The Oil Palm Development Association of Ghana (OPDAG) told stakeholders at a Development Bank Ghana (DBG) oil palm financing roundtable in Accra that the country loses approximately US$400 million annually to smuggled vegetable oil, with contraband products entering through land borders and undercutting locally produced alternatives on price.

OPDAG President Paul Amaning said Ghana’s productive capacity was being eroded by ageing plantations, land tenure complications and smuggled substitutes undermining domestic pricing, and called for implementation structures under the financing initiative to be in place within six months, with measurable results demonstrated within three to five years.

The association described the oil palm sector as supporting over one million livelihoods and said the country imports around 150,000 tonnes of palm oil annually against a domestic production capacity of roughly 100,000 metric tonnes, making it a net importer of a commodity it has the land and climate to produce at scale.

On the US$500 million Red-Gold Oil Palm Initiative, unveiled by Finance Minister Dr.

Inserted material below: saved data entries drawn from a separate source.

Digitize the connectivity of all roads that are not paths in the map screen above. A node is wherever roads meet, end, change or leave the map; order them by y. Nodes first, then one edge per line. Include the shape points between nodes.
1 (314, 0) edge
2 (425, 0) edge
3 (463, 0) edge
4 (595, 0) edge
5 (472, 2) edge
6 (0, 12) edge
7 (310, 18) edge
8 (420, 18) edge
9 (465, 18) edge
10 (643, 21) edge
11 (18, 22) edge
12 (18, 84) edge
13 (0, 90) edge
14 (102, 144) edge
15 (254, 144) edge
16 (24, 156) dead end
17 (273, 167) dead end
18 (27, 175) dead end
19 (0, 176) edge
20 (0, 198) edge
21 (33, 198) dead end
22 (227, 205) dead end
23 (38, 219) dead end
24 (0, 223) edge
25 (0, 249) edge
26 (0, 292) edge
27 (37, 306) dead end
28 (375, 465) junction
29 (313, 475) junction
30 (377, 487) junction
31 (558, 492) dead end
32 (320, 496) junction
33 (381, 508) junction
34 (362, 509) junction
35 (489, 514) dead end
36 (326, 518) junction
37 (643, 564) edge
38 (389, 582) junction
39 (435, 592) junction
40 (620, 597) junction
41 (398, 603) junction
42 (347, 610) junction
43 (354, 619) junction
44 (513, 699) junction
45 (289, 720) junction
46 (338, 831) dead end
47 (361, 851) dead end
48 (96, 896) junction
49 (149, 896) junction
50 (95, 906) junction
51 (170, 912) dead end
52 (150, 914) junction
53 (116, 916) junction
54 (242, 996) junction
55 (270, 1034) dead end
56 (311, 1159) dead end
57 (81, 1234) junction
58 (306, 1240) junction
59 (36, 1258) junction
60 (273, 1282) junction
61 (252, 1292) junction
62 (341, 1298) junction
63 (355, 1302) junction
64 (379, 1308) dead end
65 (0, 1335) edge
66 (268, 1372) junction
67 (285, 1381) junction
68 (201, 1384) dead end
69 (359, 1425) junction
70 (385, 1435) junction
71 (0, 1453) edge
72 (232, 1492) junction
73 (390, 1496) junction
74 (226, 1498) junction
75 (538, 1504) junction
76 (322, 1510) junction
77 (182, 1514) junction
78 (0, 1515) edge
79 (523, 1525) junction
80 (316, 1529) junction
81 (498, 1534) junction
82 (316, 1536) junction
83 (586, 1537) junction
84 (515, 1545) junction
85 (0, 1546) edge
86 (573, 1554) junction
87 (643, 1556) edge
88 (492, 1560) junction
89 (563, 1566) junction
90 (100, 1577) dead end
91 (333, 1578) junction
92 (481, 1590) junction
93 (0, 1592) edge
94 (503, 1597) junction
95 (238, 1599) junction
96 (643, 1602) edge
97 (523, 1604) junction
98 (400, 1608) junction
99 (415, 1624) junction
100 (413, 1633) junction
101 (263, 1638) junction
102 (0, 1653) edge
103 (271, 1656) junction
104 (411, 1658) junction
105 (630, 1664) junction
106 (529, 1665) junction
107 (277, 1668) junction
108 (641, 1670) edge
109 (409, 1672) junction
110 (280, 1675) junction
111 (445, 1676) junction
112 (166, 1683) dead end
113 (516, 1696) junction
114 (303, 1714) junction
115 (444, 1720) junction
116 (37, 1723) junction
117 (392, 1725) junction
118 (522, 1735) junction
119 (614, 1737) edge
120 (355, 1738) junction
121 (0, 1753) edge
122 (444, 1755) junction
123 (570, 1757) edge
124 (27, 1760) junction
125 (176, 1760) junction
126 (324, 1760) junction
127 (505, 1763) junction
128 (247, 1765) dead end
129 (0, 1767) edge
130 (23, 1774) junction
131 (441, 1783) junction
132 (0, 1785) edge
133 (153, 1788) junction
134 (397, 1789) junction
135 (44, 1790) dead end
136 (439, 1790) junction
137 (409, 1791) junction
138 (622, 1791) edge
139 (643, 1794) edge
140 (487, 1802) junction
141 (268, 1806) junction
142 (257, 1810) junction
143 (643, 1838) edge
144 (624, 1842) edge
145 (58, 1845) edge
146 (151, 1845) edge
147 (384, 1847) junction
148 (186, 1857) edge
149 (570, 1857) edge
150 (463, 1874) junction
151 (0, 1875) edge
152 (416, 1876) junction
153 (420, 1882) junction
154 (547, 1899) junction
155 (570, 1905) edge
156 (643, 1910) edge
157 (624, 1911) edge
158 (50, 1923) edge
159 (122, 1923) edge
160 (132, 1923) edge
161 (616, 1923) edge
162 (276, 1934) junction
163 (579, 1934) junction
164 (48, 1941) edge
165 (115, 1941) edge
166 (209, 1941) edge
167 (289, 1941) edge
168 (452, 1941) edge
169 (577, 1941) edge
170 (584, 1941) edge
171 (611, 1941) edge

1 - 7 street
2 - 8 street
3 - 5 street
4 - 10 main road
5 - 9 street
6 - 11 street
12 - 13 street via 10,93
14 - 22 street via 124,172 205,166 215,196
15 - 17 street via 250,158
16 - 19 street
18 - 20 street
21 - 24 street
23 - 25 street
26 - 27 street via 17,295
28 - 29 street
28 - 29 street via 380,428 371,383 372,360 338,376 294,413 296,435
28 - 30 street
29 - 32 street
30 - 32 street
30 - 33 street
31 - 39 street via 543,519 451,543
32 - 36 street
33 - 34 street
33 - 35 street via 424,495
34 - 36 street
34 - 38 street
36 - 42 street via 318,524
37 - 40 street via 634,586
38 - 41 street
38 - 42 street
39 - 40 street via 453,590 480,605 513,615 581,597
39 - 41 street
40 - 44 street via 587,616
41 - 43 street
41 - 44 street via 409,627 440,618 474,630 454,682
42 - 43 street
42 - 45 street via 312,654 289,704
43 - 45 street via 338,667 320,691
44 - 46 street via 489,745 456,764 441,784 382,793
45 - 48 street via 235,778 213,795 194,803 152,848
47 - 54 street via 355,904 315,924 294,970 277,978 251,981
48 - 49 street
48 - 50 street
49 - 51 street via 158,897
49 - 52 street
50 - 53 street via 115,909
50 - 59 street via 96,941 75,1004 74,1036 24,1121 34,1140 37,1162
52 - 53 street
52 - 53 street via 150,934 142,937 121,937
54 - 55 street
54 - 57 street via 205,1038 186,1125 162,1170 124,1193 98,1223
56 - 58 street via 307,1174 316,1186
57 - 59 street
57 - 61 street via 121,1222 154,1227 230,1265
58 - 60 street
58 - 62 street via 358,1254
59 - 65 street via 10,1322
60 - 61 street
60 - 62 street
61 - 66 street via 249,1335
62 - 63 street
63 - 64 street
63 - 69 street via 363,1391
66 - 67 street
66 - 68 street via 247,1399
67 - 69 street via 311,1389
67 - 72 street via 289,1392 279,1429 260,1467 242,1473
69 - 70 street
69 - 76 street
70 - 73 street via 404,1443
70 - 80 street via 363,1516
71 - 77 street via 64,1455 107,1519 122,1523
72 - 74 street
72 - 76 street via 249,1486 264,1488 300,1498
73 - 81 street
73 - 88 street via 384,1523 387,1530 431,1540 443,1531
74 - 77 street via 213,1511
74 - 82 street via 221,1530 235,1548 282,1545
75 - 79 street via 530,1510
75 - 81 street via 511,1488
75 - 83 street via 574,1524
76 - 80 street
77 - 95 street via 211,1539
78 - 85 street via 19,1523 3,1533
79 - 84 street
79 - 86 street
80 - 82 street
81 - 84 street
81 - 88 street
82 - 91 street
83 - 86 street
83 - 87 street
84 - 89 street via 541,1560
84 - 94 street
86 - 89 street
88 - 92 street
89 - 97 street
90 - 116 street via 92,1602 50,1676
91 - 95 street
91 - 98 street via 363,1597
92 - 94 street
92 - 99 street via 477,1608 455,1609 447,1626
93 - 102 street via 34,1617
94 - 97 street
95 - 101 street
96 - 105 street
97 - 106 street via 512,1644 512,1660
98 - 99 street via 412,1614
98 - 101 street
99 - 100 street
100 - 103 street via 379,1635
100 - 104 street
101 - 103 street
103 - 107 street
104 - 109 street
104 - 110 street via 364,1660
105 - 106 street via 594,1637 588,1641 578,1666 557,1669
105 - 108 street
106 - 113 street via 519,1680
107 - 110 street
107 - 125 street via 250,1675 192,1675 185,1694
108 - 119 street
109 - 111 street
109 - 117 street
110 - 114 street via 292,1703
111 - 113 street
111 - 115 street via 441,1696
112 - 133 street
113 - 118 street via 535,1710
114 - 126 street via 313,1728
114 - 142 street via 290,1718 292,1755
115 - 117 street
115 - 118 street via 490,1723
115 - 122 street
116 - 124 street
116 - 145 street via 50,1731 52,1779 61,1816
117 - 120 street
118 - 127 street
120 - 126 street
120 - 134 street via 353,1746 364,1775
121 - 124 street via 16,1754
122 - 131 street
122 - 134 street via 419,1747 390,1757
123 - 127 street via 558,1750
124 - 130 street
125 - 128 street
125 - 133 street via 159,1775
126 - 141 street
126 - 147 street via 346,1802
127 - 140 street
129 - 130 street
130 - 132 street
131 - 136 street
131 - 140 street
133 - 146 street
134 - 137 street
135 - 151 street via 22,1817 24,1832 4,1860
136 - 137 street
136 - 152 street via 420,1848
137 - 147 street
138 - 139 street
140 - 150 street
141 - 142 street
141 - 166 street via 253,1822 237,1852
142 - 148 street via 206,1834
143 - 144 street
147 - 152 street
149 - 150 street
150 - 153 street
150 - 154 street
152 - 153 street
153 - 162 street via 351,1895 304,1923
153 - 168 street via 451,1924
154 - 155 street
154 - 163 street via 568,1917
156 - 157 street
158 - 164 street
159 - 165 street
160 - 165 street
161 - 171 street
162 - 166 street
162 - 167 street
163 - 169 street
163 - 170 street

Cassiel Ato Forson in the 2026 Budget, Amaning described the package as welcome but said its value depended entirely on execution. He warned that failure to involve relevant stakeholders in designing the scheme’s modalities could undermine the entire initiative before it delivers results.

The government’s National Policy on Integrated Oil Palm Development, running from 2026 to 2032, targets self-sufficiency by 2032 through expansion of plantations by 100,000 hectares, with about 250,000 jobs projected. Authorities are also planning a tax stamp regime for refined edible oils to address under-declaration and illicit imports, while stakeholders have proposed blockchain-based traceability systems to strengthen supply chain oversight.

DBG Chief Executive Officer Prof. Randolph Nsor-Ambala, who hosted the roundtable, said the sector’s total financing needs exceeded US$1 billion, making private sector participation essential. He described the government’s commitment as a signal to private investors and said tangible progress on the World Bank-backed facility was expected by mid-year.

OPDAG said it was ready to collaborate with government and regulatory agencies to clamp down on smuggling, but stressed that anti-smuggling enforcement and the financing initiative must move in parallel. Without addressing illegal imports, it argued, increasing domestic production capacity alone would not restore the sector’s competitiveness.